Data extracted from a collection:
----

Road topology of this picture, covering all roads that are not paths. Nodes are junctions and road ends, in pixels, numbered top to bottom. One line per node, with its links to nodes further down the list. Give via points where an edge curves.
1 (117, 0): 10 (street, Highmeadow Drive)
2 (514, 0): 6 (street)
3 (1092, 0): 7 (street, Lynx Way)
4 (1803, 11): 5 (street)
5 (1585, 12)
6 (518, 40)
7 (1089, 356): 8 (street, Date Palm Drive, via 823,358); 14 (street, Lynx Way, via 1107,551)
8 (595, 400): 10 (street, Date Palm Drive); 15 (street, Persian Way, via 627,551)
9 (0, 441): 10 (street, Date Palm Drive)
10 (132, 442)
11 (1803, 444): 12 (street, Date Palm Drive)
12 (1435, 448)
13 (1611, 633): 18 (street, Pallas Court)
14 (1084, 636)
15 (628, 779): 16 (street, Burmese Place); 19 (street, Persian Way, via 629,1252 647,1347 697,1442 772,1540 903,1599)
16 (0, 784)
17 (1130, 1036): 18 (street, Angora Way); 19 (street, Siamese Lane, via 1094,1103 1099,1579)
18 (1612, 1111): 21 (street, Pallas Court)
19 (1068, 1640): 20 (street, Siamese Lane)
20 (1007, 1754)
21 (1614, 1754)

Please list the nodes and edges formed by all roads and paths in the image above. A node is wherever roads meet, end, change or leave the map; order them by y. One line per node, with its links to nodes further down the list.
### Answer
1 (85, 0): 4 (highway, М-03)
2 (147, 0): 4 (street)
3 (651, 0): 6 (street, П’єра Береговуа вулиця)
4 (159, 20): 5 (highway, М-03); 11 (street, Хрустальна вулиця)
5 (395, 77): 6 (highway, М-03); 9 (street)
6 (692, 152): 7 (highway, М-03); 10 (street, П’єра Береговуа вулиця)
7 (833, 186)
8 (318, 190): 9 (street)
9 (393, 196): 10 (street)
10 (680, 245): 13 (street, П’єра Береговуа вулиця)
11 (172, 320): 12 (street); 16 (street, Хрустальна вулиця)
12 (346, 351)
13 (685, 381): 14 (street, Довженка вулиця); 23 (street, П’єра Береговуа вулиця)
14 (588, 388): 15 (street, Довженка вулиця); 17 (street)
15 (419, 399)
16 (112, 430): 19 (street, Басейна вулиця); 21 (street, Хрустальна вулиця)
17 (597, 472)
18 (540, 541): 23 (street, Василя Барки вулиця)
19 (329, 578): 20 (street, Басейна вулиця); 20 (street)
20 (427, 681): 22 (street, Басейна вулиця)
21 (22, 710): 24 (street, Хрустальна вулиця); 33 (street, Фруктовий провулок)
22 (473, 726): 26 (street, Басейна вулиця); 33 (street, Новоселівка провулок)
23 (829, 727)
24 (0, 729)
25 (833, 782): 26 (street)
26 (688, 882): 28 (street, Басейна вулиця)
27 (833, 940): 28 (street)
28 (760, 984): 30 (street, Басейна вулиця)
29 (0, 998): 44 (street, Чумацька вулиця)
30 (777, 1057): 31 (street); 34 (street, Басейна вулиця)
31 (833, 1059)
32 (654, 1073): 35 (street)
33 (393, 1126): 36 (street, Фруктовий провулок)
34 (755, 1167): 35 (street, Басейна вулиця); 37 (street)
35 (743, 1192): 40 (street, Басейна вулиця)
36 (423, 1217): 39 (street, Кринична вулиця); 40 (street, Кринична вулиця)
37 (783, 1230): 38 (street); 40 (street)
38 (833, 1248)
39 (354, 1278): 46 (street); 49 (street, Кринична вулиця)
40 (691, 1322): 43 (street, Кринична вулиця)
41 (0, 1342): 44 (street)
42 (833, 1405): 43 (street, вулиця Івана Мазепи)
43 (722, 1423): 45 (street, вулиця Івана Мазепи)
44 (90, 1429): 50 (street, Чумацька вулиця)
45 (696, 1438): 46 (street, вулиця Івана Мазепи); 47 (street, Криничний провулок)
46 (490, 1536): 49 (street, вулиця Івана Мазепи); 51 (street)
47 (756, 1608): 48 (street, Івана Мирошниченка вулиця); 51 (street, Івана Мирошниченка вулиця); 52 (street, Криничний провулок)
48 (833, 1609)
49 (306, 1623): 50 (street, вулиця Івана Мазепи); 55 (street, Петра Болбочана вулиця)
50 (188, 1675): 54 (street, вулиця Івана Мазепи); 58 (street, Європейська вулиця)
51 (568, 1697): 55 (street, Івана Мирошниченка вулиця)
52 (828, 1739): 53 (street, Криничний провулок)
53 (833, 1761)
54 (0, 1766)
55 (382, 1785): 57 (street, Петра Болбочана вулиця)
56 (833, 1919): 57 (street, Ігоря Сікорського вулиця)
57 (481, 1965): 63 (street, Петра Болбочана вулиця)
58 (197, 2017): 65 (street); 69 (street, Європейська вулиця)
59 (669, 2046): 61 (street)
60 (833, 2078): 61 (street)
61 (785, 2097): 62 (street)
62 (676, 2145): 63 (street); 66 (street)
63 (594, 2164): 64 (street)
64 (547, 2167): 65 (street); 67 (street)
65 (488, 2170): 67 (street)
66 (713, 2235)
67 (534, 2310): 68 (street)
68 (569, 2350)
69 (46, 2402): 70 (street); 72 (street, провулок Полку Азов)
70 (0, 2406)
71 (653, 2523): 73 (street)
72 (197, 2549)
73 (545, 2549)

----

**Problem details:**
For the word "Івана", find all matching lines in the entries above and copy them out.

**Expected output:**
42 (833, 1405): 43 (street, вулиця Івана Мазепи)
43 (722, 1423): 45 (street, вулиця Івана Мазепи)
45 (696, 1438): 46 (street, вулиця Івана Мазепи); 47 (street, Криничний провулок)
46 (490, 1536): 49 (street, вулиця Івана Мазепи); 51 (street)
47 (756, 1608): 48 (street, Івана Мирошниченка вулиця); 51 (street, Івана Мирошниченка вулиця); 52 (street, Криничний провулок)
49 (306, 1623): 50 (street, вулиця Івана Мазепи); 55 (street, Петра Болбочана вулиця)
50 (188, 1675): 54 (street, вулиця Івана Мазепи); 58 (street, Європейська вулиця)
51 (568, 1697): 55 (street, Івана Мирошниченка вулиця)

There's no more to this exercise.